= Problem requirements =
Omit the pictures and output every entry below exactly as written.

= Data listing =

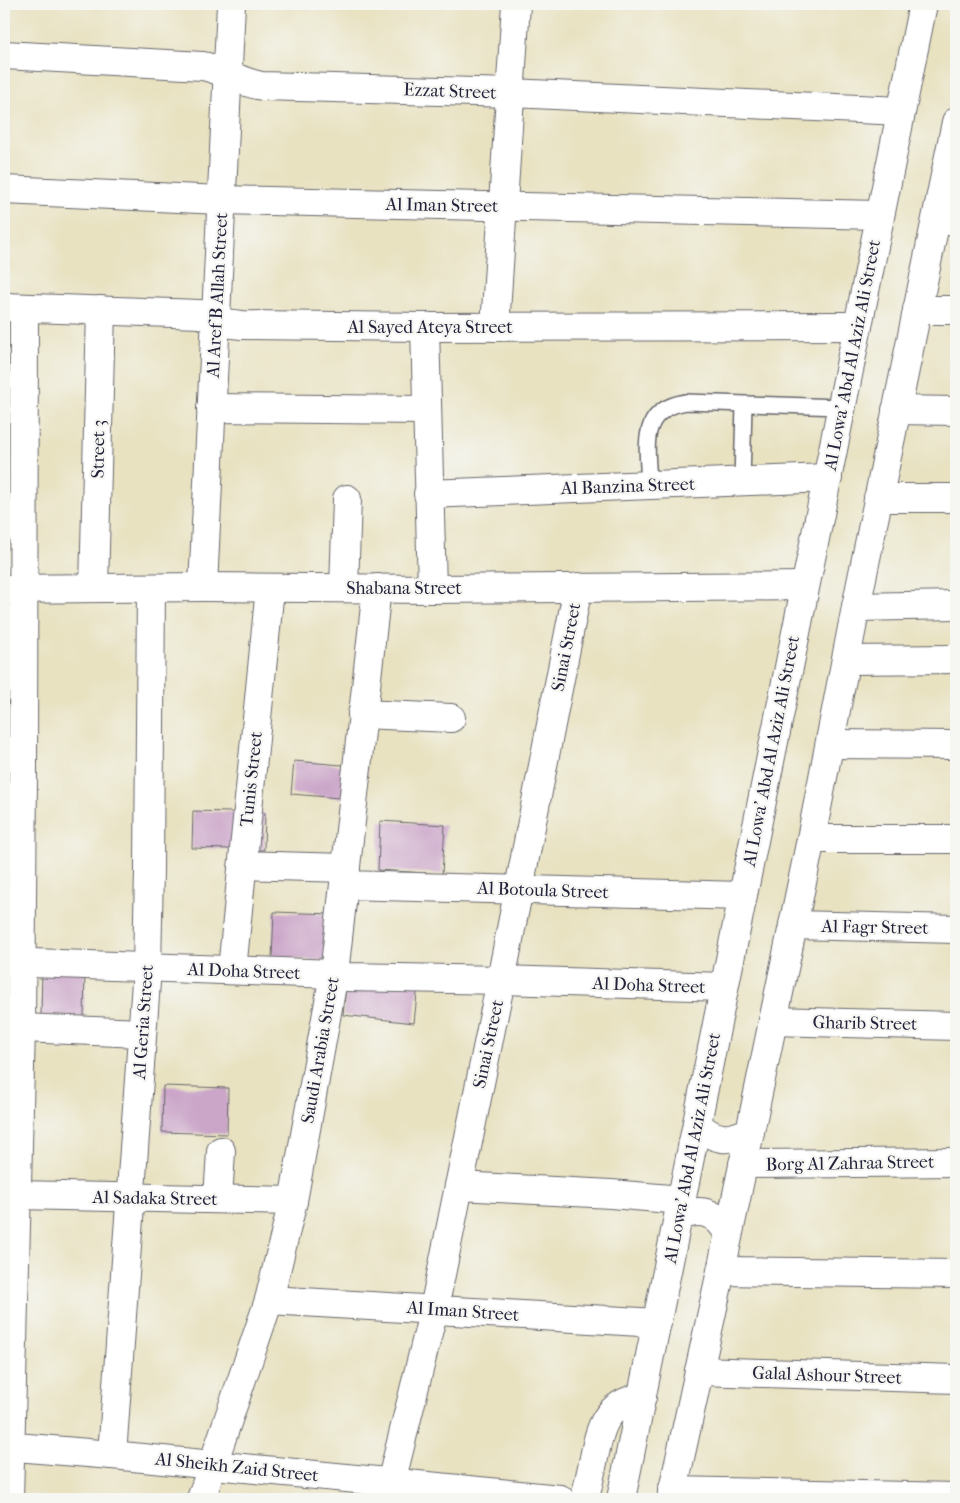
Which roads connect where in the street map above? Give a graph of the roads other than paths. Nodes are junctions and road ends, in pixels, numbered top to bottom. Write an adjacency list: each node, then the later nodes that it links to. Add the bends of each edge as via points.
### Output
1 (231, 4): 5 (street, Al Aref B Allah Street)
2 (516, 4): 6 (street)
3 (923, 4): 7 (street, Al Lowa' Abd Al Aziz Ali Street)
4 (4, 56): 5 (street, Ezzat Street, via 191,64)
5 (227, 73): 6 (street, Ezzat Street, via 262,86); 10 (street, Al Aref B Allah Street)
6 (510, 93): 7 (street, Ezzat Street); 11 (street)
7 (901, 111): 12 (street, Al Lowa' Abd Al Aziz Ali Street)
8 (956, 122): 13 (street)
9 (4, 190): 10 (street, Al Iman Street)
10 (221, 200): 11 (street, Al Iman Street); 18 (street, Al Aref B Allah Street)
11 (503, 206): 12 (street, Al Iman Street); 21 (street)
12 (880, 215): 19 (street, Al Lowa' Abd Al Aziz Ali Street)
13 (946, 221): 16 (street)
14 (14, 308): 15 (street, Al Sayed Ateya Street); 43 (street)
15 (101, 310): 18 (street, Al Sayed Ateya Street, via 200,314); 38 (street, Street 3)
16 (917, 310): 17 (street); 26 (street)
17 (956, 310)
18 (216, 319): 20 (street, Al Sayed Ateya Street, via 232,325); 24 (street, Al Aref B Allah Street)
19 (858, 326): 21 (street, Al Sayed Ateya Street); 23 (street, Al Lowa' Abd Al Aziz Ali Street)
20 (425, 327): 21 (street, Al Sayed Ateya Street); 25 (street)
21 (495, 327)
22 (744, 405): 23 (lane); 29 (lane); 30 (lane, via 686,402 659,414 648,430)
23 (841, 407): 28 (street, Al Lowa' Abd Al Aziz Ali Street)
24 (211, 408): 25 (street); 36 (street, Al Aref B Allah Street)
25 (427, 410): 31 (street)
26 (896, 410): 27 (street); 32 (street)
27 (956, 411)
28 (828, 478): 29 (street, Al Banzina Street); 35 (street, Al Lowa' Abd Al Aziz Ali Street)
29 (742, 482): 30 (street, Al Banzina Street)
30 (649, 485): 31 (street, Al Banzina Street)
31 (428, 494): 44 (street)
32 (878, 498): 33 (street); 46 (street)
33 (956, 498)
34 (347, 499): 41 (street)
35 (805, 586): 37 (street, Shabana Street); 61 (street, Al Lowa' Abd Al Aziz Ali Street)
36 (203, 587): 39 (street, Shabana Street); 40 (street, Shabana Street)
37 (578, 587): 44 (street, Shabana Street); 60 (street, Sinai Street)
38 (94, 588): 39 (street, Shabana Street); 43 (street, Shabana Street)
39 (151, 588): 65 (street, Al Geria Street)
40 (270, 588): 41 (street, Shabana Street); 57 (street, Tunis Street)
41 (344, 588): 42 (street, Shabana Street)
42 (377, 588): 44 (street, Shabana Street); 50 (street, Saudi Arabia Street)
43 (13, 589): 49 (street)
44 (432, 589)
45 (956, 605): 46 (street)
46 (856, 607): 48 (street)
47 (956, 659): 48 (street)
48 (846, 660): 52 (street)
49 (13, 679): 54 (street)
50 (362, 714): 51 (street); 59 (street, Saudi Arabia Street)
51 (450, 718)
52 (830, 744): 53 (street); 55 (street)
53 (956, 745)
54 (13, 773): 58 (street)
55 (811, 839): 56 (street); 62 (street)
56 (956, 839)
57 (243, 865): 59 (street, Al Botoula Street); 66 (street, Tunis Street)
58 (13, 869): 64 (street)
59 (345, 876): 60 (street, Al Botoula Street); 67 (street, Saudi Arabia Street)
60 (518, 890): 61 (street, Al Botoula Street); 68 (street, Sinai Street)
61 (742, 896): 69 (street, Al Lowa' Abd Al Aziz Ali Street)
62 (793, 925): 63 (street, Al Fagr Street); 70 (street)
63 (956, 929)
64 (12, 963): 65 (street, Al Doha Street); 72 (street)
65 (147, 968): 66 (street, Al Doha Street); 73 (street, Al Geria Street)
66 (232, 970): 67 (street, Al Doha Street)
67 (334, 974): 68 (street, Al Doha Street, via 347,977); 83 (street, Saudi Arabia Street)
68 (501, 980): 69 (street, Al Doha Street); 79 (street, Sinai Street)
69 (724, 987): 74 (street, Al Lowa' Abd Al Aziz Ali Street)
70 (773, 1021): 71 (street, Gharib Street); 75 (street)
71 (956, 1026)
72 (20, 1028): 73 (street); 80 (street)
73 (142, 1033): 81 (street, Al Geria Street)
74 (697, 1124): 75 (street, via 716,1137 728,1139); 84 (street, Al Lowa' Abd Al Aziz Ali Street)
75 (750, 1131): 78 (street)
76 (221, 1151): 82 (street)
77 (956, 1162): 78 (street, Borg Al Zahraa Street)
78 (743, 1164): 85 (street)
79 (459, 1186): 84 (street, via 611,1194); 89 (street, Sinai Street)
80 (17, 1195): 81 (street, Al Sadaka Street); 94 (street)
81 (132, 1198): 82 (street, Al Sadaka Street); 95 (street, Al Geria Street)
82 (218, 1199): 83 (street, Al Sadaka Street)
83 (293, 1201): 88 (street, Saudi Arabia Street)
84 (681, 1208): 85 (street, via 713,1215); 90 (street, Al Lowa' Abd Al Aziz Ali Street)
85 (728, 1233): 86 (street)
86 (721, 1271): 87 (street); 91 (street)
87 (956, 1274)
88 (269, 1300): 89 (street, Al Iman Street); 96 (street, Saudi Arabia Street)
89 (434, 1309): 90 (street, Al Iman Street); 97 (street, Sinai Street)
90 (657, 1323): 93 (street, Al Lowa' Abd Al Aziz Ali Street)
91 (699, 1371): 92 (street, Galal Ashour Street); 99 (street)
92 (956, 1379)
93 (642, 1397): 104 (street, via 620,1405 603,1422); 105 (street, Al Lowa' Abd Al Aziz Ali Street)
94 (7, 1446): 95 (street, Al Sheikh Zaid Street); 101 (street)
95 (112, 1455): 96 (street, Al Sheikh Zaid Street)
96 (213, 1465): 97 (street, Al Sheikh Zaid Street); 102 (street, Saudi Arabia Street)
97 (390, 1491): 98 (street, Al Sheikh Zaid Street)
98 (478, 1495): 103 (street, Al Sheikh Zaid Street)
99 (672, 1495): 100 (street)
100 (956, 1498)
101 (9, 1499)
102 (201, 1499)
103 (560, 1499)
104 (585, 1499)
105 (621, 1499)

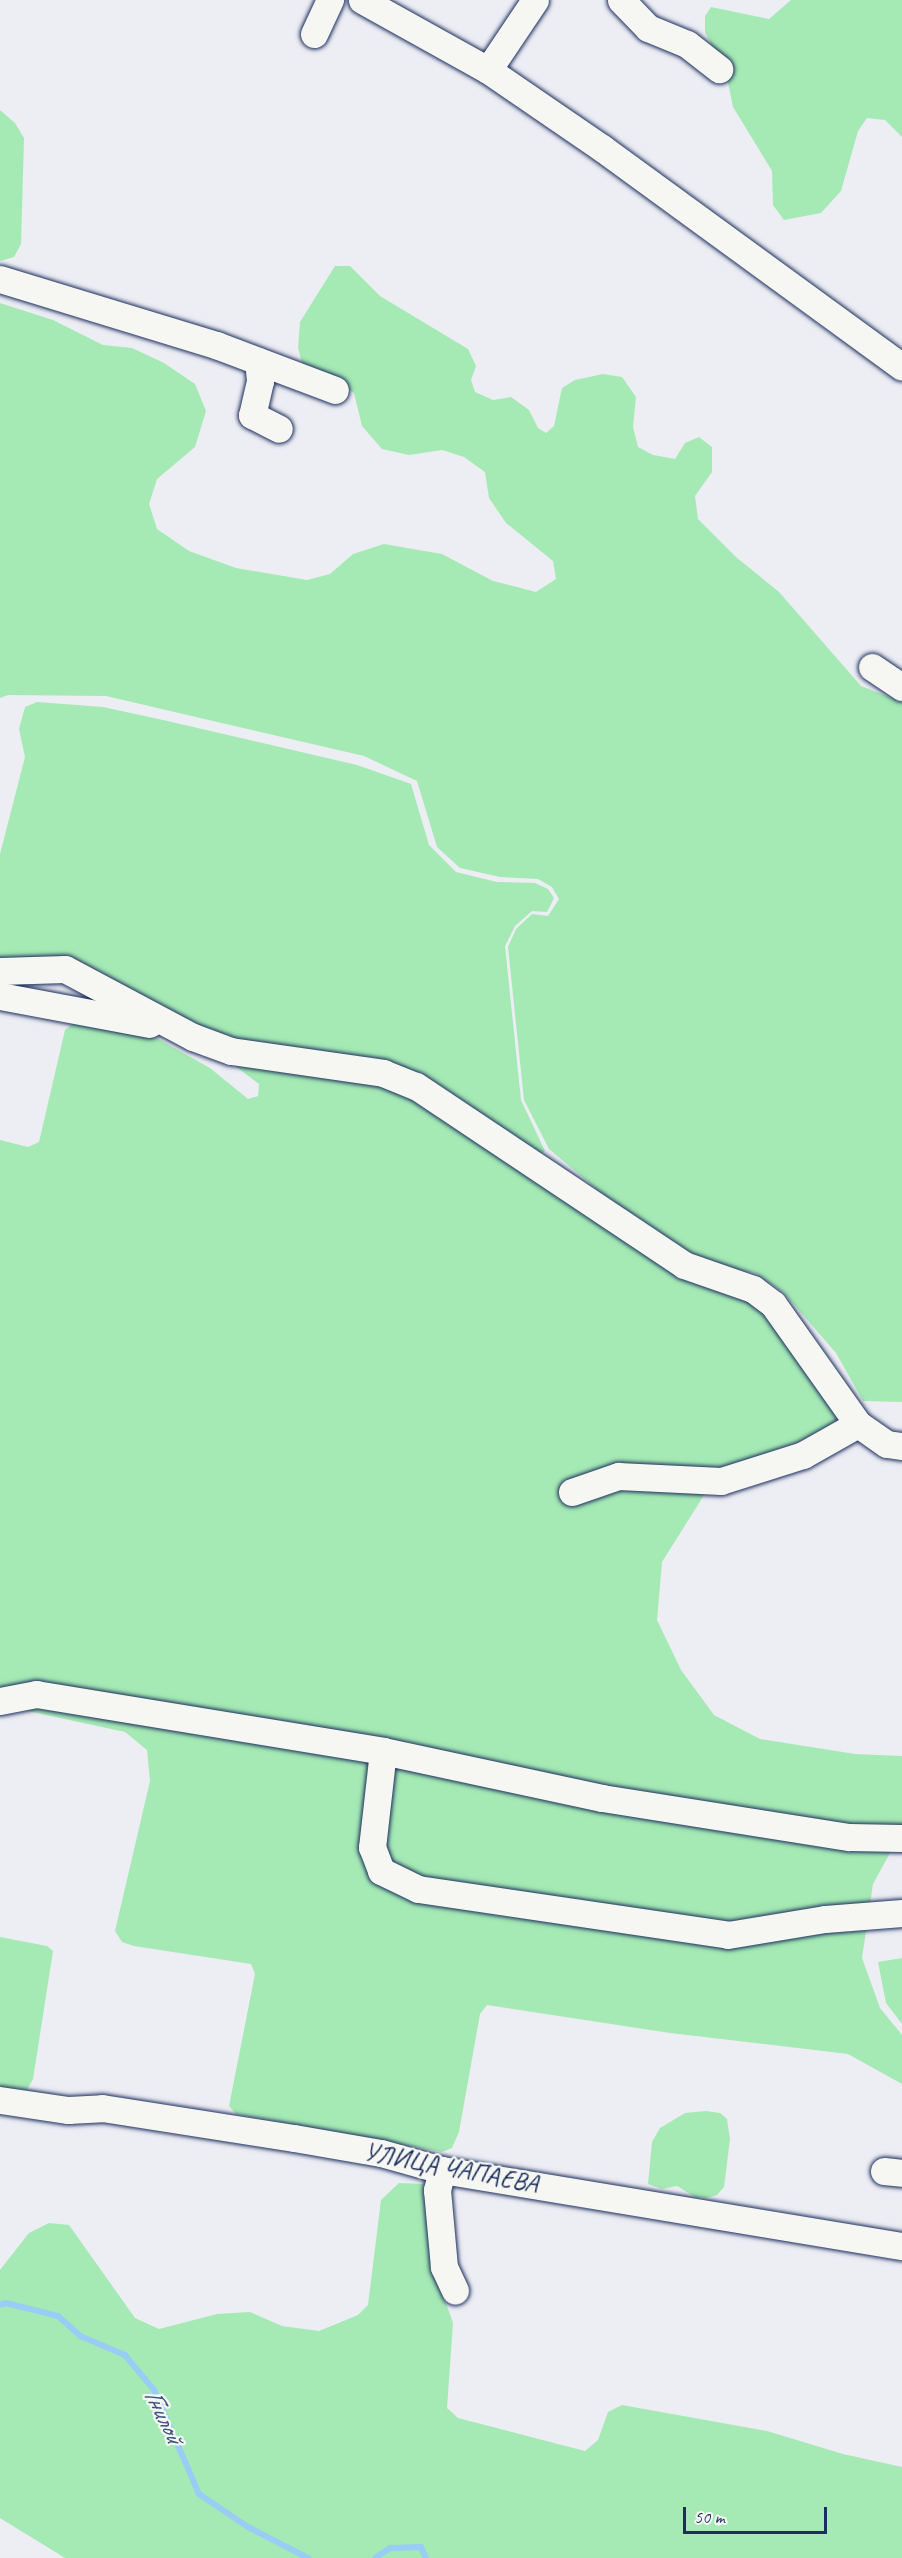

= Response box =
Which roads connect where in the street map above? Give a graph of the roads other than paths. Nodes are junctions and road ends, in pixels, numbered top to bottom. Write an adjacency list: each node, then the later nodes that it links to. Add the bends of each edge as via points.
### Output
1 (231, 4): 5 (street, Al Aref B Allah Street)
2 (516, 4): 6 (street)
3 (923, 4): 7 (street, Al Lowa' Abd Al Aziz Ali Street)
4 (4, 56): 5 (street, Ezzat Street, via 191,64)
5 (227, 73): 6 (street, Ezzat Street, via 262,86); 10 (street, Al Aref B Allah Street)
6 (510, 93): 7 (street, Ezzat Street); 11 (street)
7 (901, 111): 12 (street, Al Lowa' Abd Al Aziz Ali Street)
8 (956, 122): 13 (street)
9 (4, 190): 10 (street, Al Iman Street)
10 (221, 200): 11 (street, Al Iman Street); 18 (street, Al Aref B Allah Street)
11 (503, 206): 12 (street, Al Iman Street); 21 (street)
12 (880, 215): 19 (street, Al Lowa' Abd Al Aziz Ali Street)
13 (946, 221): 16 (street)
14 (14, 308): 15 (street, Al Sayed Ateya Street); 43 (street)
15 (101, 310): 18 (street, Al Sayed Ateya Street, via 200,314); 38 (street, Street 3)
16 (917, 310): 17 (street); 26 (street)
17 (956, 310)
18 (216, 319): 20 (street, Al Sayed Ateya Street, via 232,325); 24 (street, Al Aref B Allah Street)
19 (858, 326): 21 (street, Al Sayed Ateya Street); 23 (street, Al Lowa' Abd Al Aziz Ali Street)
20 (425, 327): 21 (street, Al Sayed Ateya Street); 25 (street)
21 (495, 327)
22 (744, 405): 23 (lane); 29 (lane); 30 (lane, via 686,402 659,414 648,430)
23 (841, 407): 28 (street, Al Lowa' Abd Al Aziz Ali Street)
24 (211, 408): 25 (street); 36 (street, Al Aref B Allah Street)
25 (427, 410): 31 (street)
26 (896, 410): 27 (street); 32 (street)
27 (956, 411)
28 (828, 478): 29 (street, Al Banzina Street); 35 (street, Al Lowa' Abd Al Aziz Ali Street)
29 (742, 482): 30 (street, Al Banzina Street)
30 (649, 485): 31 (street, Al Banzina Street)
31 (428, 494): 44 (street)
32 (878, 498): 33 (street); 46 (street)
33 (956, 498)
34 (347, 499): 41 (street)
35 (805, 586): 37 (street, Shabana Street); 61 (street, Al Lowa' Abd Al Aziz Ali Street)
36 (203, 587): 39 (street, Shabana Street); 40 (street, Shabana Street)
37 (578, 587): 44 (street, Shabana Street); 60 (street, Sinai Street)
38 (94, 588): 39 (street, Shabana Street); 43 (street, Shabana Street)
39 (151, 588): 65 (street, Al Geria Street)
40 (270, 588): 41 (street, Shabana Street); 57 (street, Tunis Street)
41 (344, 588): 42 (street, Shabana Street)
42 (377, 588): 44 (street, Shabana Street); 50 (street, Saudi Arabia Street)
43 (13, 589): 49 (street)
44 (432, 589)
45 (956, 605): 46 (street)
46 (856, 607): 48 (street)
47 (956, 659): 48 (street)
48 (846, 660): 52 (street)
49 (13, 679): 54 (street)
50 (362, 714): 51 (street); 59 (street, Saudi Arabia Street)
51 (450, 718)
52 (830, 744): 53 (street); 55 (street)
53 (956, 745)
54 (13, 773): 58 (street)
55 (811, 839): 56 (street); 62 (street)
56 (956, 839)
57 (243, 865): 59 (street, Al Botoula Street); 66 (street, Tunis Street)
58 (13, 869): 64 (street)
59 (345, 876): 60 (street, Al Botoula Street); 67 (street, Saudi Arabia Street)
60 (518, 890): 61 (street, Al Botoula Street); 68 (street, Sinai Street)
61 (742, 896): 69 (street, Al Lowa' Abd Al Aziz Ali Street)
62 (793, 925): 63 (street, Al Fagr Street); 70 (street)
63 (956, 929)
64 (12, 963): 65 (street, Al Doha Street); 72 (street)
65 (147, 968): 66 (street, Al Doha Street); 73 (street, Al Geria Street)
66 (232, 970): 67 (street, Al Doha Street)
67 (334, 974): 68 (street, Al Doha Street, via 347,977); 83 (street, Saudi Arabia Street)
68 (501, 980): 69 (street, Al Doha Street); 79 (street, Sinai Street)
69 (724, 987): 74 (street, Al Lowa' Abd Al Aziz Ali Street)
70 (773, 1021): 71 (street, Gharib Street); 75 (street)
71 (956, 1026)
72 (20, 1028): 73 (street); 80 (street)
73 (142, 1033): 81 (street, Al Geria Street)
74 (697, 1124): 75 (street, via 716,1137 728,1139); 84 (street, Al Lowa' Abd Al Aziz Ali Street)
75 (750, 1131): 78 (street)
76 (221, 1151): 82 (street)
77 (956, 1162): 78 (street, Borg Al Zahraa Street)
78 (743, 1164): 85 (street)
79 (459, 1186): 84 (street, via 611,1194); 89 (street, Sinai Street)
80 (17, 1195): 81 (street, Al Sadaka Street); 94 (street)
81 (132, 1198): 82 (street, Al Sadaka Street); 95 (street, Al Geria Street)
82 (218, 1199): 83 (street, Al Sadaka Street)
83 (293, 1201): 88 (street, Saudi Arabia Street)
84 (681, 1208): 85 (street, via 713,1215); 90 (street, Al Lowa' Abd Al Aziz Ali Street)
85 (728, 1233): 86 (street)
86 (721, 1271): 87 (street); 91 (street)
87 (956, 1274)
88 (269, 1300): 89 (street, Al Iman Street); 96 (street, Saudi Arabia Street)
89 (434, 1309): 90 (street, Al Iman Street); 97 (street, Sinai Street)
90 (657, 1323): 93 (street, Al Lowa' Abd Al Aziz Ali Street)
91 (699, 1371): 92 (street, Galal Ashour Street); 99 (street)
92 (956, 1379)
93 (642, 1397): 104 (street, via 620,1405 603,1422); 105 (street, Al Lowa' Abd Al Aziz Ali Street)
94 (7, 1446): 95 (street, Al Sheikh Zaid Street); 101 (street)
95 (112, 1455): 96 (street, Al Sheikh Zaid Street)
96 (213, 1465): 97 (street, Al Sheikh Zaid Street); 102 (street, Saudi Arabia Street)
97 (390, 1491): 98 (street, Al Sheikh Zaid Street)
98 (478, 1495): 103 (street, Al Sheikh Zaid Street)
99 (672, 1495): 100 (street)
100 (956, 1498)
101 (9, 1499)
102 (201, 1499)
103 (560, 1499)
104 (585, 1499)
105 (621, 1499)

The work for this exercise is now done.